=== RECORDS SHOWN ===
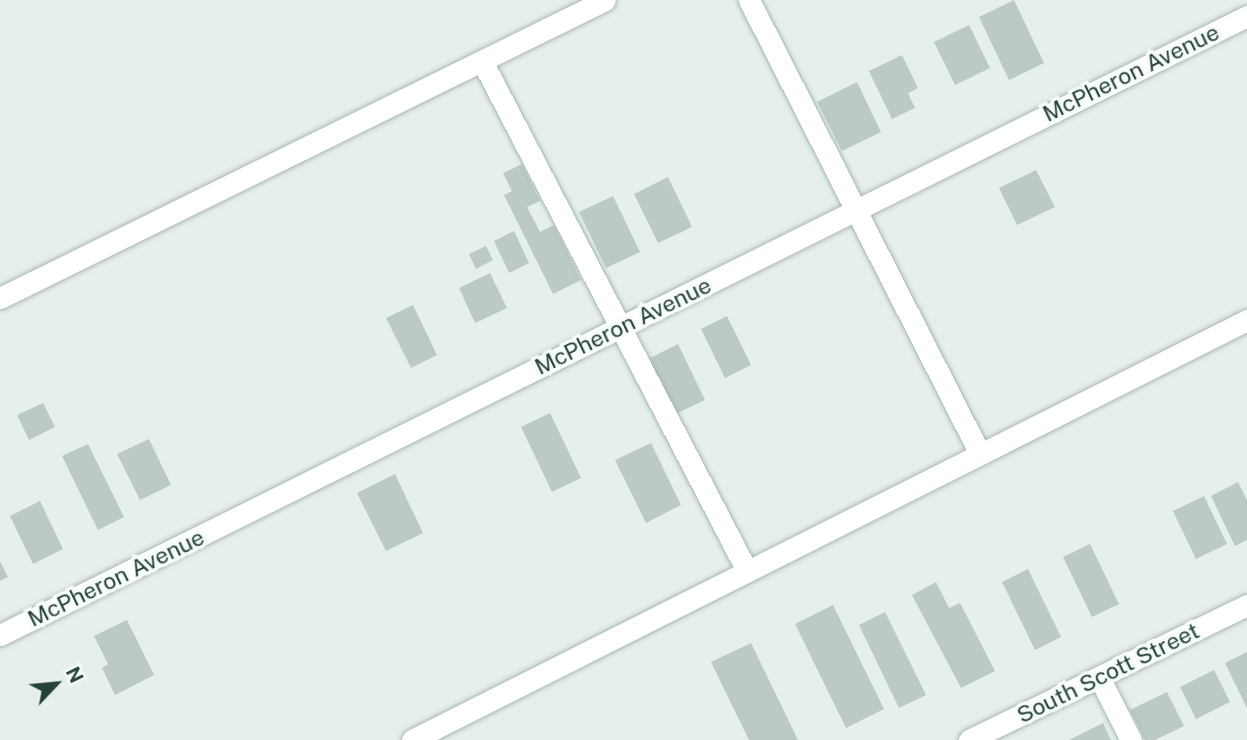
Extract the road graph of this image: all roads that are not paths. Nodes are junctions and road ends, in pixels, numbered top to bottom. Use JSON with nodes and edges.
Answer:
{"nodes":[{"id":1,"x":605,"y":0,"type":"edge"},
{"id":2,"x":749,"y":0,"type":"edge"},
{"id":3,"x":1247,"y":16,"type":"edge"},
{"id":4,"x":482,"y":61,"type":"junction"},
{"id":5,"x":856,"y":210,"type":"junction"},
{"id":6,"x":0,"y":298,"type":"edge"},
{"id":7,"x":1247,"y":320,"type":"edge"},
{"id":8,"x":621,"y":327,"type":"junction"},
{"id":9,"x":980,"y":454,"type":"junction"},
{"id":10,"x":747,"y":571,"type":"junction"},
{"id":11,"x":1247,"y":605,"type":"edge"},
{"id":12,"x":0,"y":635,"type":"edge"},
{"id":13,"x":1098,"y":677,"type":"junction"},
{"id":14,"x":412,"y":740,"type":"edge"},
{"id":15,"x":969,"y":740,"type":"edge"},
{"id":16,"x":1130,"y":740,"type":"edge"}],
"edges":[{"from":1,"to":4,"type":"street"},
{"from":2,"to":5,"type":"street"},
{"from":3,"to":5,"type":"street","name":"McPheron Avenue"},
{"from":4,"to":6,"type":"street"},
{"from":4,"to":8,"type":"street"},
{"from":5,"to":8,"type":"street","name":"McPheron Avenue"},
{"from":5,"to":9,"type":"street"},
{"from":7,"to":9,"type":"street"},
{"from":8,"to":10,"type":"street"},
{"from":8,"to":12,"type":"street","name":"McPheron Avenue"},
{"from":9,"to":10,"type":"street"},
{"from":10,"to":14,"type":"street"},
{"from":11,"to":13,"type":"street","name":"South Scott Street"},
{"from":13,"to":15,"type":"street","name":"South Scott Street"},
{"from":13,"to":16,"type":"street"}]}
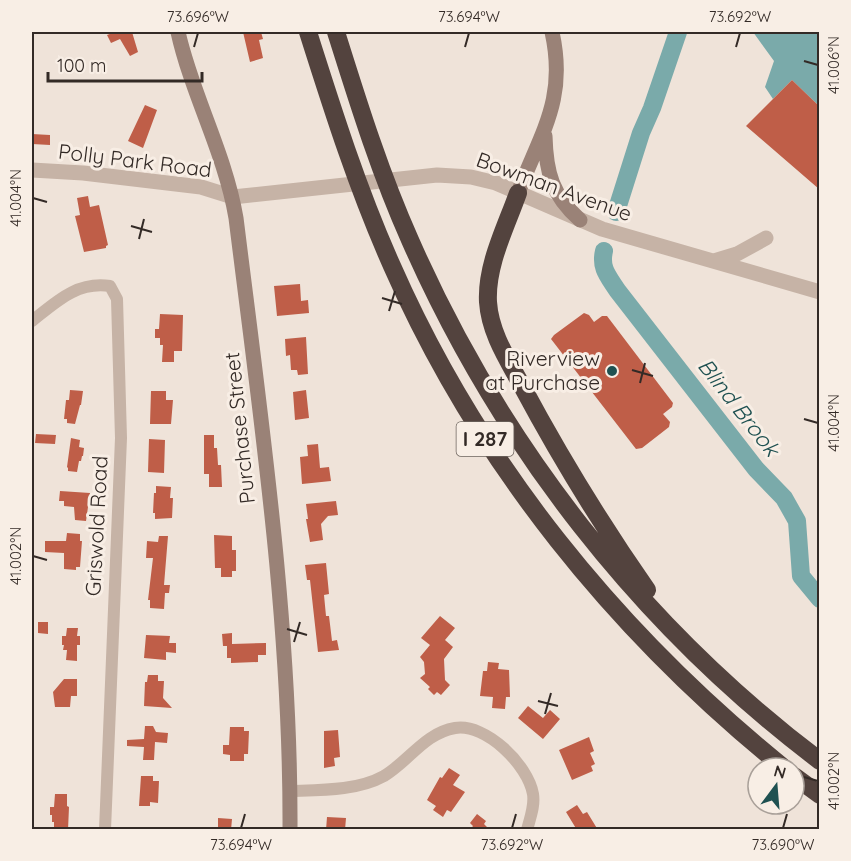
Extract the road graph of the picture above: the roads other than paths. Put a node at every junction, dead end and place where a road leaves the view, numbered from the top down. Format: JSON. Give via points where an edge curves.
{"nodes":[{"id":1,"x":178,"y":32,"type":"edge"},
{"id":2,"x":308,"y":32,"type":"edge"},
{"id":3,"x":336,"y":32,"type":"edge"},
{"id":4,"x":552,"y":32,"type":"edge"},
{"id":5,"x":545,"y":130,"type":"junction"},
{"id":6,"x":32,"y":170,"type":"edge"},
{"id":7,"x":518,"y":193,"type":"junction"},
{"id":8,"x":232,"y":197,"type":"junction"},
{"id":9,"x":580,"y":220,"type":"junction"},
{"id":10,"x":766,"y":238,"type":"dead end"},
{"id":11,"x":712,"y":261,"type":"junction"},
{"id":12,"x":819,"y":292,"type":"edge"},
{"id":13,"x":32,"y":321,"type":"edge"},
{"id":14,"x":684,"y":643,"type":"junction"},
{"id":15,"x":770,"y":756,"type":"edge"},
{"id":16,"x":819,"y":761,"type":"edge"},
{"id":17,"x":806,"y":785,"type":"edge"},
{"id":18,"x":290,"y":791,"type":"junction"},
{"id":19,"x":819,"y":795,"type":"edge"},
{"id":20,"x":105,"y":830,"type":"edge"},
{"id":21,"x":290,"y":830,"type":"edge"},
{"id":22,"x":527,"y":830,"type":"edge"}],
"edges":[{"from":1,"to":8,"type":"main road","name":"Purchase Street"},
{"from":2,"to":15,"type":"highway","number":"I 287","via":[[349,160],[381,241],[426,337],[478,429],[550,531],[624,620],[699,694]]},
{"from":3,"to":14,"type":"highway","number":"I 287","via":[[402,222],[472,366],[572,515]]},
{"from":4,"to":5,"type":"main road","via":[[557,85]]},
{"from":5,"to":7,"type":"main road"},
{"from":5,"to":9,"type":"main road","via":[[549,175],[565,207]]},
{"from":6,"to":8,"type":"street","name":"Polly Park Road","via":[[201,187]]},
{"from":7,"to":8,"type":"street","name":"Bowman Avenue","via":[[496,183],[449,175]]},
{"from":7,"to":9,"type":"street","name":"Bowman Avenue"},
{"from":7,"to":14,"type":"highway","via":[[490,278],[488,304],[495,335],[598,518]]},
{"from":8,"to":18,"type":"main road","name":"Purchase Street","via":[[254,360],[281,621]]},
{"from":9,"to":11,"type":"street","name":"Bowman Avenue"},
{"from":10,"to":11,"type":"street","via":[[737,254]]},
{"from":11,"to":12,"type":"street","name":"Bowman Avenue"},
{"from":13,"to":20,"type":"street","name":"Griswold Road","via":[[54,302],[80,288],[110,286],[117,299],[121,438]]},
{"from":14,"to":16,"type":"highway","number":"I 287"},
{"from":17,"to":19,"type":"highway"},
{"from":18,"to":21,"type":"main road","name":"Purchase Street"},
{"from":18,"to":22,"type":"street","via":[[363,784],[384,775],[440,732],[458,727],[499,744],[525,772],[533,796]]}]}
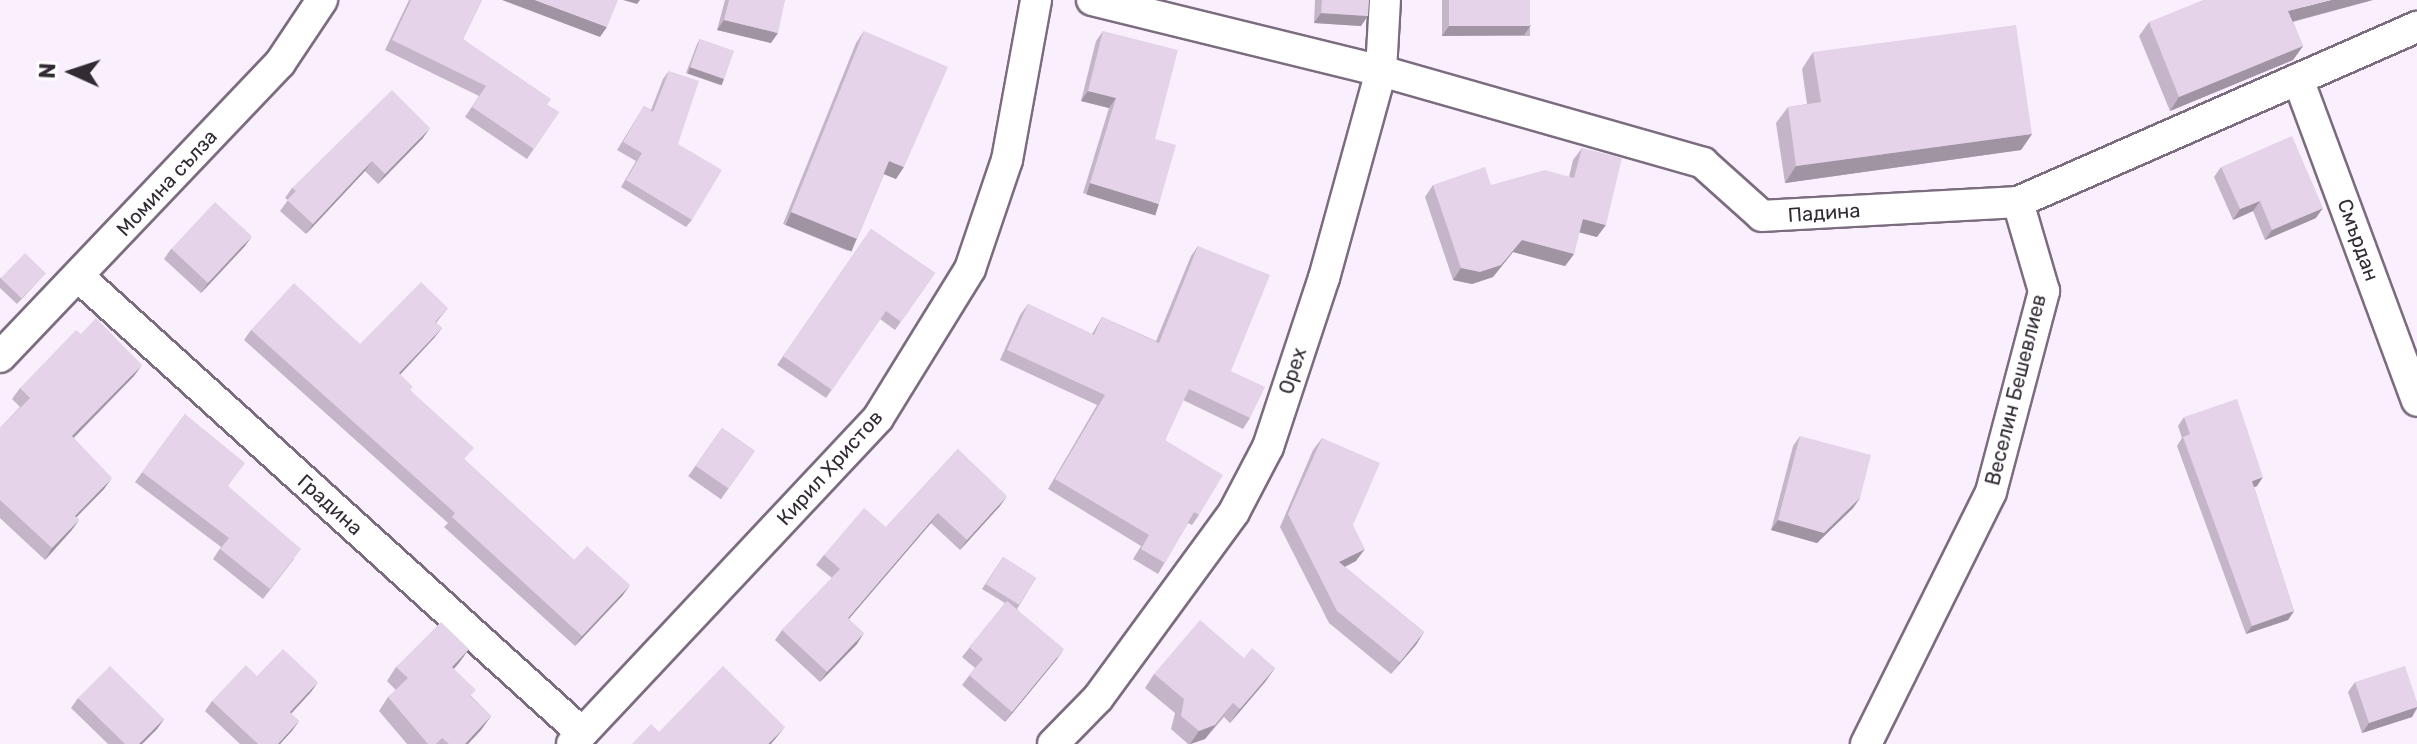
===
→ **PROBLEM TO WORK ON**
Every line above that holds the string "dead" should be copied into the answer.

→ **COMPLETED TASK**
Extract the road graph of the picture above: the roads other than paths. Put a node at every junction, dead end and place where a road leaves the view, numbered from the top down. Format: JSON. Give via points where an edge curves.
{"id":10,"x":766,"y":238,"type":"dead end"},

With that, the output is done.